I am currently taking a introductory course in Java and this is regarding try-catch method. When I type this my System.out.println
statement keeps repeating endlessly. Here is my code:
public static double exp(double b, int c) {
if (c == 0) {
return 1;
}
// c > 0
if (c % 2 == 0) {
return exp(b*b, c / 2);
}
if (c<0){
try{
throw new ArithmeticException();
}
catch (ArithmeticException e) {
System.out.println("yadonegoofed");
}
}
// c is odd and > 0
return b * exp(b, c-1);
}
if (c<0){
try{
throw new ArithmeticException();
}
catch (ArithmeticException e) {
System.out.println("yadonegoofed");
}
}
// c is odd and > 0
return b * exp(b, c-1);
Your comment c is odd and > 0
is incorrect -- you never actually terminated the function with the exception. You threw it, you immediately caught it, and then continued to execute the recursive function. Eventually, when you hit wraparound , it'll be a positive number again, and the errors won't happen. (It's about two billion iterations away -- don't wait.)
I would not use an exception here -- you just need to terminate the recursion.

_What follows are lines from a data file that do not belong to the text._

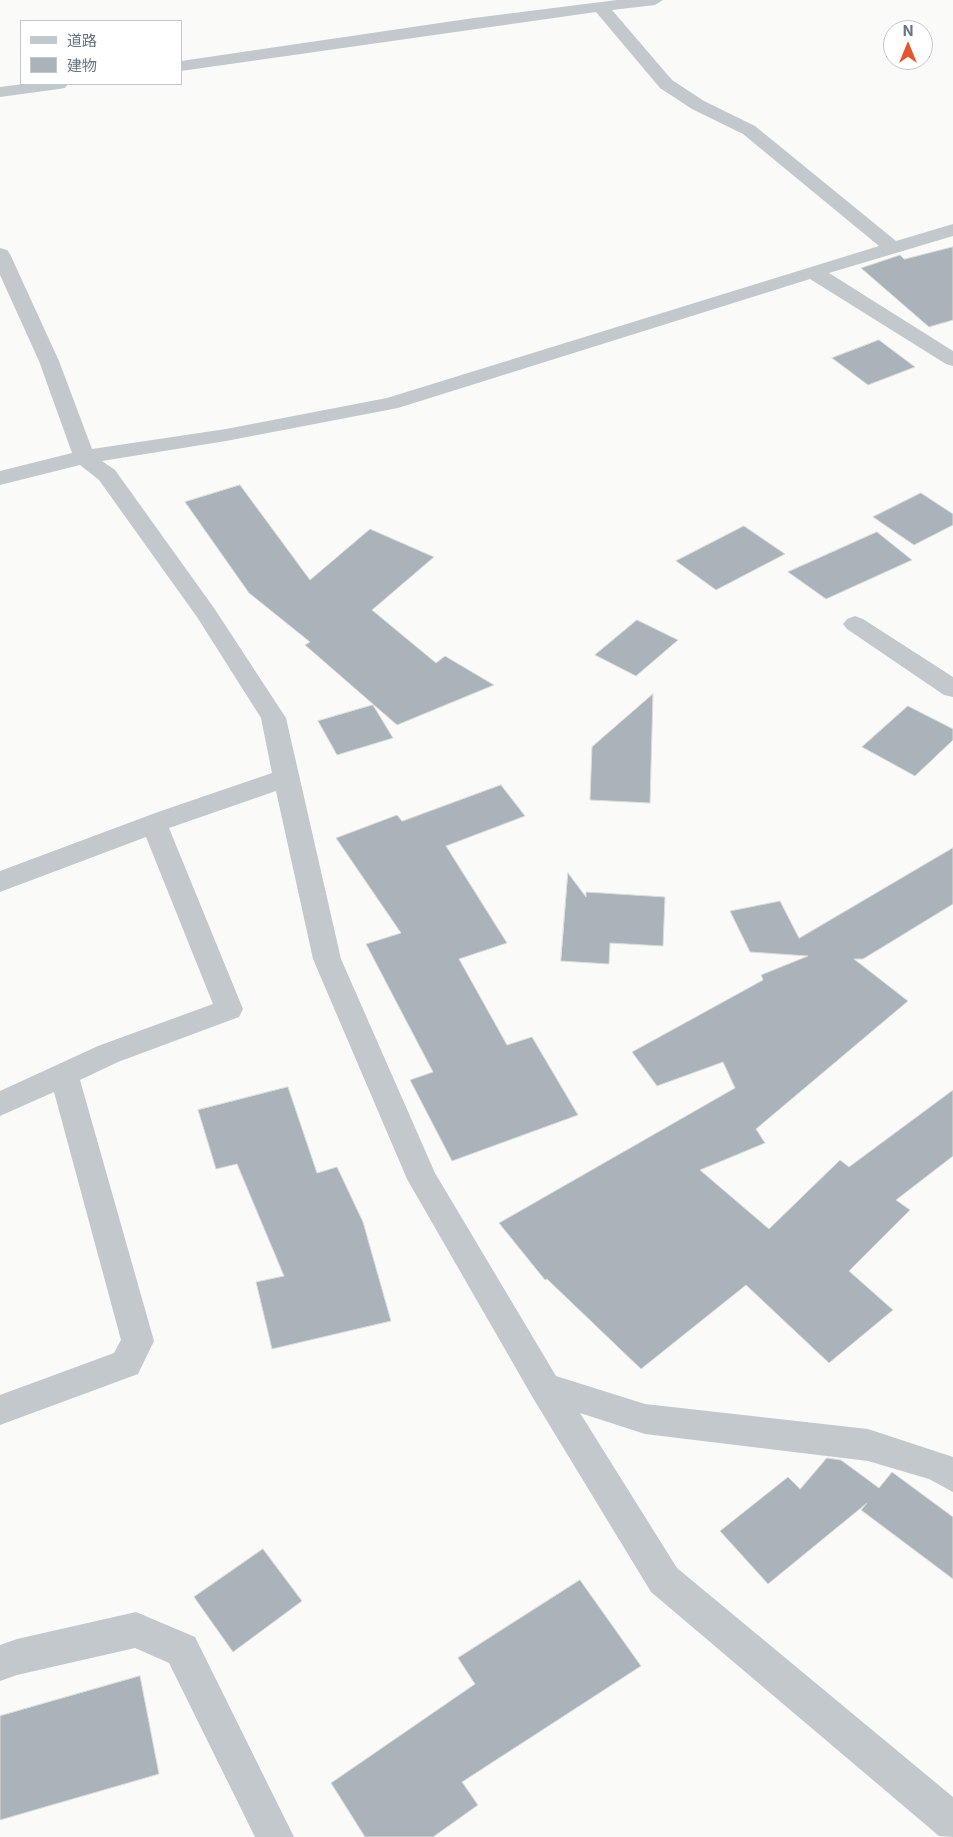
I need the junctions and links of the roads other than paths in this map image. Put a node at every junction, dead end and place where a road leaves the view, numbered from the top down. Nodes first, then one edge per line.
1 (654, 0) edge
2 (600, 7) junction
3 (182, 66) edge
4 (52, 85) edge
5 (0, 92) edge
6 (953, 230) edge
7 (894, 248) junction
8 (0, 254) edge
9 (813, 272) junction
10 (953, 360) edge
11 (84, 456) junction
12 (0, 478) edge
13 (855, 624) dead end
14 (953, 689) edge
15 (285, 778) junction
16 (154, 824) junction
17 (0, 882) edge
18 (64, 1074) junction
19 (0, 1104) edge
20 (545, 1387) junction
21 (0, 1410) edge
22 (953, 1476) edge
23 (0, 1663) edge
24 (953, 1822) edge
25 (275, 1837) edge

1 - 2 street
2 - 3 street
2 - 7 street
4 - 5 street
6 - 7 street
7 - 9 street
8 - 11 street
9 - 10 street
9 - 11 street
11 - 12 street
11 - 15 street
13 - 14 street
15 - 16 street
15 - 20 street
16 - 17 street
16 - 18 street
18 - 19 street
18 - 21 street
20 - 22 street
20 - 24 street
23 - 25 street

I'd check for negative input before checking for 0
, and throw the exception there, and catch the exception in the caller .
In pseudo-code:
exp(double b, int c) {
if (c < 0)
throw new Exception("C cannot be negative");
} else if (c % 2 == 0) {
return exp(b*b, c / 2);
} else {
/* and so forth */
}
}
You forgot one very important part when it comes to creating your own custom exceptions. You forgot to tell the method that it will throw such a method. Your first line of code should look like this:
public static double exp(double b, int c) throws ArithmeticException {
Note that I have tested this myself, and it will only throw the exception one time in your output.
If for example, c = -1 in, the first and second if fails, the third if throws an exception and then prints the error, but things progress because you handled the excpetion. So it calls exp(b, -2). In turn, that calls exp(b, -3) in the return, and so on. Add the value of C to your println to verify.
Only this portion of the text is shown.